I confess. I have a sweet tooth. I love dessert. In a civilized world, we’d start with dessert and work backwards, finishing our meals with a salad, if we had any room left. Cake with lots of frosting, cookies, brown-betty pies, and brownies with nuts, I love it all. (I gained 65 pounds from a 9-month pregnancy diet consisting primarily of frosted brownies. My 27-year-old son says it’s time for me to quit blaming him for my dessert-induced weight fluctuations. Apparently, I can no longer refer to it as “post baby weight.”)
Lately, I’ve been exploring baking options. Hubs does all the cooking, but alas, he doesn’t bake. Friends, family, and anyone who’s ever read my blog more than twice, knows that I don’t cook. At all. Notwithstanding Hubs’ evidence to the contrary, I’m a reasonably intelligent women, but this daily cooking thing people constantly speak of, quite frankly, eludes me entirely.
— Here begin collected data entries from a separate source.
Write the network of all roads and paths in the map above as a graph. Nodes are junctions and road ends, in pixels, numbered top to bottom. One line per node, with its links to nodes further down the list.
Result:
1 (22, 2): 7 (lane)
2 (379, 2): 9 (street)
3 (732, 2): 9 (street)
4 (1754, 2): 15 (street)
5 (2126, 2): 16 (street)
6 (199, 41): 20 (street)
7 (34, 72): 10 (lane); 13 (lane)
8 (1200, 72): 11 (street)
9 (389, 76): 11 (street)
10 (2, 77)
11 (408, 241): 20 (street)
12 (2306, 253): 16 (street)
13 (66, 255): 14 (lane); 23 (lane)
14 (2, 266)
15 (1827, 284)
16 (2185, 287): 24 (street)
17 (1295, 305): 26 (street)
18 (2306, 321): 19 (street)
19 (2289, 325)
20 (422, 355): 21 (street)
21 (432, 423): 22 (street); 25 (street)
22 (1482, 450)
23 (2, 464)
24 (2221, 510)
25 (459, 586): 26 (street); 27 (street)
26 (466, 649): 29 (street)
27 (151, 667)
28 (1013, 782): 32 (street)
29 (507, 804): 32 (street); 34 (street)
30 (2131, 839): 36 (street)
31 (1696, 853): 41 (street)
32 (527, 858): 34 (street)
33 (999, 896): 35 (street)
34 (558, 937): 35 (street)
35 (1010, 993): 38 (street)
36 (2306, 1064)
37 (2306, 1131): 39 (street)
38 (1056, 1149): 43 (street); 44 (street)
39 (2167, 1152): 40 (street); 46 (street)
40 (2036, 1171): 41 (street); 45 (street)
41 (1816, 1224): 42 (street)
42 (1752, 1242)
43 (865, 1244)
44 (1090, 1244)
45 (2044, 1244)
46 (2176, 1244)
Previous attempts to master the Zen of the culinary arts have been met with greasy explosions requiring day-long cleanup, blaring smoke alarms sending our Chihuhuas scrambling for cover, kitchen fires resulting in fire extinguishers now being stored under every counter, and more than one reminder from grade school science class to avoid retrieving stuck bread from a toaster with a fork (turns out that one’s true…who knew?).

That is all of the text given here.